• [THE DATA]
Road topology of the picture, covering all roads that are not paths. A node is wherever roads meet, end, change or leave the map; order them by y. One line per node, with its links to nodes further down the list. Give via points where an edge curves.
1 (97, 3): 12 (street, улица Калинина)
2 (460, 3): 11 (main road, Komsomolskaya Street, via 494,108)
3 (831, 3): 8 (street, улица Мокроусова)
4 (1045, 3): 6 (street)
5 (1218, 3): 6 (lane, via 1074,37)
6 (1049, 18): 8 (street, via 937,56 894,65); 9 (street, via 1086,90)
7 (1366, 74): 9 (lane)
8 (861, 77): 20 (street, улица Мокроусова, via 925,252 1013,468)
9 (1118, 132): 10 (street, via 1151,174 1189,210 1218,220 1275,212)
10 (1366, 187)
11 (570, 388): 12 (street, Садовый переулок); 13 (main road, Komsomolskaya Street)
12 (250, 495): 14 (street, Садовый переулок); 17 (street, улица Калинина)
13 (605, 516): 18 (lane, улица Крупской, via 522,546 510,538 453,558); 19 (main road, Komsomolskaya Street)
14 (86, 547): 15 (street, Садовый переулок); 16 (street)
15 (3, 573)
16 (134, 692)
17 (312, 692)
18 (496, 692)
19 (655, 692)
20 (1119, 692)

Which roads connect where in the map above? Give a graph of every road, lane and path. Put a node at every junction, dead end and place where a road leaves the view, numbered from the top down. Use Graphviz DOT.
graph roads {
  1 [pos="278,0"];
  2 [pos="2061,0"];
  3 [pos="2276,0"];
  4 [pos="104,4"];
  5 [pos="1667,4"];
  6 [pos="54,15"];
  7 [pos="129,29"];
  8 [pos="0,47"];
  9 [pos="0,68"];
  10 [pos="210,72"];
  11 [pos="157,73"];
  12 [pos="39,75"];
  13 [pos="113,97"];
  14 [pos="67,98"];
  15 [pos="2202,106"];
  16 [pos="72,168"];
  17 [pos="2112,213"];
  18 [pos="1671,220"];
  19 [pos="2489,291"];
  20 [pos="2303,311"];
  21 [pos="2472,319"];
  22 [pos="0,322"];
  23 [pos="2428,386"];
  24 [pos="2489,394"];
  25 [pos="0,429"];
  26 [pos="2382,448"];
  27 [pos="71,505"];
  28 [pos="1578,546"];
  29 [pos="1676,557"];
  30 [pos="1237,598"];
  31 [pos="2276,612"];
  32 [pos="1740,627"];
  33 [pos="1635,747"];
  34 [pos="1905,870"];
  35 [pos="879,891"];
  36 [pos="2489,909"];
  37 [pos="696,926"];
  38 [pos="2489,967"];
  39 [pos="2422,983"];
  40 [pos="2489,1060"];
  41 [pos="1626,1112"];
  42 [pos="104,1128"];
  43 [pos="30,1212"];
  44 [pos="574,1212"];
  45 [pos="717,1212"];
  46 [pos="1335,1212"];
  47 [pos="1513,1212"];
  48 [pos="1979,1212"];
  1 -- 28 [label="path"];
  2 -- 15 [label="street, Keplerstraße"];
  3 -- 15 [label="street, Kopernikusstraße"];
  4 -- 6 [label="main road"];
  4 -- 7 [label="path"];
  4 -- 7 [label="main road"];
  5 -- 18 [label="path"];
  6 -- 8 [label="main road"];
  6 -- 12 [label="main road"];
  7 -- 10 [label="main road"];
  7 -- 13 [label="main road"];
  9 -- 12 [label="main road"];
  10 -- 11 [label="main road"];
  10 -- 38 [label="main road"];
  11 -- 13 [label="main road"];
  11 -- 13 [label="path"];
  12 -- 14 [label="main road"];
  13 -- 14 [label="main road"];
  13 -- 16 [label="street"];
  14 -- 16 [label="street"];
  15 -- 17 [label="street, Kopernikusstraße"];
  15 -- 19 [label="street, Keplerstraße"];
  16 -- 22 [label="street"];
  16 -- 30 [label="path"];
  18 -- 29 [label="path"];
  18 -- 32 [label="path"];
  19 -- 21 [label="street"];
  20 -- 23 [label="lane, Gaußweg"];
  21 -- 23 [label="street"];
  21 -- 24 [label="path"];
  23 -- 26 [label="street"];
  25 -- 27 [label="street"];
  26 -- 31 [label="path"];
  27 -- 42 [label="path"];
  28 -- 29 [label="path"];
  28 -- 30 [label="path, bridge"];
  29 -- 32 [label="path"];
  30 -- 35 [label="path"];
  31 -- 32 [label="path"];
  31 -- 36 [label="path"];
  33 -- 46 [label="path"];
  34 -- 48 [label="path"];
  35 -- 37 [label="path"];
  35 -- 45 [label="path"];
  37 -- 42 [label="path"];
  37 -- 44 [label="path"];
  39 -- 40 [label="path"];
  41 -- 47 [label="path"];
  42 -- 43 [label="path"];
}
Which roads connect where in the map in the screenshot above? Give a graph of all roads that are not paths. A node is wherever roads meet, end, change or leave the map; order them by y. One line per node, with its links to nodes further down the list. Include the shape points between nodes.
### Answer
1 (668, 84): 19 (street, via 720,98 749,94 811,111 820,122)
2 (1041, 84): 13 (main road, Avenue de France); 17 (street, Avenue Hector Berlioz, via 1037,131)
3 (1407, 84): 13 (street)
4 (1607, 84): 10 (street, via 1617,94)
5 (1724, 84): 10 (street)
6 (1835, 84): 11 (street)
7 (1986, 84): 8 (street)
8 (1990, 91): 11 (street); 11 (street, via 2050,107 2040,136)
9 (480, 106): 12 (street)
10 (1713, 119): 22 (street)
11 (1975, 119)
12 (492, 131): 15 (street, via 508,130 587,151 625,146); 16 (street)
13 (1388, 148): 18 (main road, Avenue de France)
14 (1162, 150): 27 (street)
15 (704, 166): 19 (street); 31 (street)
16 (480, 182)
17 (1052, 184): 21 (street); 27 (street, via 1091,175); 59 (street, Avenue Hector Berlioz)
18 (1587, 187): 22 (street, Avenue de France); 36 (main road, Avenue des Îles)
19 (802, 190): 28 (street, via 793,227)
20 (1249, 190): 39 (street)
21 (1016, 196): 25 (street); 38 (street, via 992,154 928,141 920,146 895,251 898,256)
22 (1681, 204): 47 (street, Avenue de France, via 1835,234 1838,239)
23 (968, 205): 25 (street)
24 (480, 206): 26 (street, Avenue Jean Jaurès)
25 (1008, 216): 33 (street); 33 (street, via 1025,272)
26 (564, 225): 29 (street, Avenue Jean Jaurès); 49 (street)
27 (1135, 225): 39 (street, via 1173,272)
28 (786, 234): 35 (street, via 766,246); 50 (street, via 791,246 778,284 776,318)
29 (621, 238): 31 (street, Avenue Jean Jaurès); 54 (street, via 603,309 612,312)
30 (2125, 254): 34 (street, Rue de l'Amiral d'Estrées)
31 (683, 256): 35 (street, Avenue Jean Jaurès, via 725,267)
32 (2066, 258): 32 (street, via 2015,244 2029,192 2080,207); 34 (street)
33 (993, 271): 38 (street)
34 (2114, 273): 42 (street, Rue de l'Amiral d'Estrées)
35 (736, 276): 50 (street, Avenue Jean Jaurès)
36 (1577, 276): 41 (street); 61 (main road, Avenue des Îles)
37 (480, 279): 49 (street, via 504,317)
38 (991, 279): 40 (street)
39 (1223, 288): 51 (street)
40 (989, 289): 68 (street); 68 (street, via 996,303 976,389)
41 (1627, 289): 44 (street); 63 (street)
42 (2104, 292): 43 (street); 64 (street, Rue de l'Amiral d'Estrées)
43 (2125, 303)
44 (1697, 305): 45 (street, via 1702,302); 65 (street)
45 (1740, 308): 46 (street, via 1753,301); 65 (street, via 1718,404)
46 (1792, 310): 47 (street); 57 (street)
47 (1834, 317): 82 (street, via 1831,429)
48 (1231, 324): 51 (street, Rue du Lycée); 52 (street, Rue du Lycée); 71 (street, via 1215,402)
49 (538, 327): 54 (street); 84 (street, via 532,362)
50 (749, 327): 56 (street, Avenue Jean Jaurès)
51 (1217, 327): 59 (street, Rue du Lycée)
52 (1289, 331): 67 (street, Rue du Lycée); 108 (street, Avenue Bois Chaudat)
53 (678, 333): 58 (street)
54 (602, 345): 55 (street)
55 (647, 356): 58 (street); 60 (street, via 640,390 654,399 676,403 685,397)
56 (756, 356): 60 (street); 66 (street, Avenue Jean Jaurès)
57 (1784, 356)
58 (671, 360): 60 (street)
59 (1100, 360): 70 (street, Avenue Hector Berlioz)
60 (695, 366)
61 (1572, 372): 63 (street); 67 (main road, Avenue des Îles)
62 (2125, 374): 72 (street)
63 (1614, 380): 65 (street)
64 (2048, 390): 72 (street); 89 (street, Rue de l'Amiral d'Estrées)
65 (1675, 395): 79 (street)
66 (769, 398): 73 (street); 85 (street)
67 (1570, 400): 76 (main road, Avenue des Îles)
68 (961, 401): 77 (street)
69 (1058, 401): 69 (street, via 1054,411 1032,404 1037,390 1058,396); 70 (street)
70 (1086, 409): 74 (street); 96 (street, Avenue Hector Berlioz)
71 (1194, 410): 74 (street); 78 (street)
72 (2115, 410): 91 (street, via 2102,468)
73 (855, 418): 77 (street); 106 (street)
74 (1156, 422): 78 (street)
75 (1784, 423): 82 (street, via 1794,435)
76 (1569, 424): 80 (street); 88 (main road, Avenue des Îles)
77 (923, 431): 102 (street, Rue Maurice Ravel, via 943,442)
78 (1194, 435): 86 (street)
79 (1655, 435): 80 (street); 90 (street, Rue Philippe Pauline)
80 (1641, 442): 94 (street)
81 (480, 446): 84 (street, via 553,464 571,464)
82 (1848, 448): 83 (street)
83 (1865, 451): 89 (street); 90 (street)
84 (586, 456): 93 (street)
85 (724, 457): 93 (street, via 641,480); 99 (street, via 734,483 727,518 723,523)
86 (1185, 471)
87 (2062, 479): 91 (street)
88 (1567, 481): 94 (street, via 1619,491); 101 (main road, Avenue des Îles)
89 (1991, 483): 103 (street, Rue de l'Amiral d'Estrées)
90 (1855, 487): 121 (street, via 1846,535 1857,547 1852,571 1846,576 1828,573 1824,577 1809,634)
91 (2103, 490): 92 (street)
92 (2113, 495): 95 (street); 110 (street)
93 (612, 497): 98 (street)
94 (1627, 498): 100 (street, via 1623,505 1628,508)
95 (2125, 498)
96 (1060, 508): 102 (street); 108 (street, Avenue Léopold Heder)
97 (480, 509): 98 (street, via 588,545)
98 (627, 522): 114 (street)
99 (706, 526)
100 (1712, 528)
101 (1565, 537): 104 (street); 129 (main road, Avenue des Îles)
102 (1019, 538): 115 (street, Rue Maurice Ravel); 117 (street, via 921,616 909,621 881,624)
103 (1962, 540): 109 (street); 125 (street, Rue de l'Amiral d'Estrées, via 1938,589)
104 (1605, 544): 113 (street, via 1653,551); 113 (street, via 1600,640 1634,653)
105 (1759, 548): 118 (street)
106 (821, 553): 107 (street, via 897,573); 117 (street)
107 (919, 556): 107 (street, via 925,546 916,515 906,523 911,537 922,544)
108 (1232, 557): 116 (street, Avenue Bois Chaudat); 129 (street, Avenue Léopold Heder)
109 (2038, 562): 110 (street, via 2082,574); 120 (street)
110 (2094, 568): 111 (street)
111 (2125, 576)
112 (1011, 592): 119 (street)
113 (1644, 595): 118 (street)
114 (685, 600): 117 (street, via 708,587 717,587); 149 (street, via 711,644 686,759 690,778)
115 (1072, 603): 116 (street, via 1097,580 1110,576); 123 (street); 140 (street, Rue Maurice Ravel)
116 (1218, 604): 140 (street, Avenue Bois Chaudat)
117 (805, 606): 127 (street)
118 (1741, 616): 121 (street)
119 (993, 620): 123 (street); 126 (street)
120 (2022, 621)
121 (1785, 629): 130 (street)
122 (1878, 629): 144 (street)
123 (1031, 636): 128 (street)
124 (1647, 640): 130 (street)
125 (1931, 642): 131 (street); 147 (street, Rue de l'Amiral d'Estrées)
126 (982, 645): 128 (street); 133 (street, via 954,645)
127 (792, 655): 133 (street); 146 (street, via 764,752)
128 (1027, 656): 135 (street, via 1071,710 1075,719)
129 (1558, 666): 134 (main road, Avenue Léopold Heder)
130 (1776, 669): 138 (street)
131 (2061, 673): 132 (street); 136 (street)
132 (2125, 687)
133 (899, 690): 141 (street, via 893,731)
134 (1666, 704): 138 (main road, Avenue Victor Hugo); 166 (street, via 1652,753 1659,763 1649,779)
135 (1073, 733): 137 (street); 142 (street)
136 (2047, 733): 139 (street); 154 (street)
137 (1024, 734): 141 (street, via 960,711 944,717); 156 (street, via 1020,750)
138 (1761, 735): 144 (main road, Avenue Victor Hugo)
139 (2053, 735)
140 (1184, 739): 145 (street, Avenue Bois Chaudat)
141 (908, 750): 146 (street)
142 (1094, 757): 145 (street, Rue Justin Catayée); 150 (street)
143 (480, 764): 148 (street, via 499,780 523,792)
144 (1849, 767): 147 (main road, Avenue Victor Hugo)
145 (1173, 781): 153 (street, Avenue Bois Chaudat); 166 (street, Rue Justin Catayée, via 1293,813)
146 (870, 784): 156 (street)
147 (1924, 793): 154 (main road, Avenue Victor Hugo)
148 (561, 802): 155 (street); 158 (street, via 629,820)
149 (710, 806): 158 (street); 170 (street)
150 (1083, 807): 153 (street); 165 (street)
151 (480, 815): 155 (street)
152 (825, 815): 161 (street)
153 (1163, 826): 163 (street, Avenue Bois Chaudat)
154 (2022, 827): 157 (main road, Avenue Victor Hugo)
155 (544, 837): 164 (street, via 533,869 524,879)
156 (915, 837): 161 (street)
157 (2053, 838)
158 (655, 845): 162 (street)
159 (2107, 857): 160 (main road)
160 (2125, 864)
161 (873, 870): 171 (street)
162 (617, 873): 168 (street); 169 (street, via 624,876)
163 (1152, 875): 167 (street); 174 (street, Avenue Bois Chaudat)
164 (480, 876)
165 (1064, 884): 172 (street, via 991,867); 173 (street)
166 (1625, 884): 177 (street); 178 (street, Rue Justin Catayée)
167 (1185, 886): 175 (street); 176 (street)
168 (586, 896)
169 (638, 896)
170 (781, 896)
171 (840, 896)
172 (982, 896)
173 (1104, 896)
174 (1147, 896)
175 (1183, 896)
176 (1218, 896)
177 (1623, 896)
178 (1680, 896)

• [EXERCISE GOAL] Select every line of the records holding the string "Which".

• [YOUR SOLUTION]
Which roads connect where in the map above? Give a graph of every road, lane and path. Put a node at every junction, dead end and place where a road leaves the view, numbered from the top down. Use Graphviz DOT.
Which roads connect where in the map in the screenshot above? Give a graph of all roads that are not paths. A node is wherever roads meet, end, change or leave the map; order them by y. One line per node, with its links to nodes further down the list. Include the shape points between nodes.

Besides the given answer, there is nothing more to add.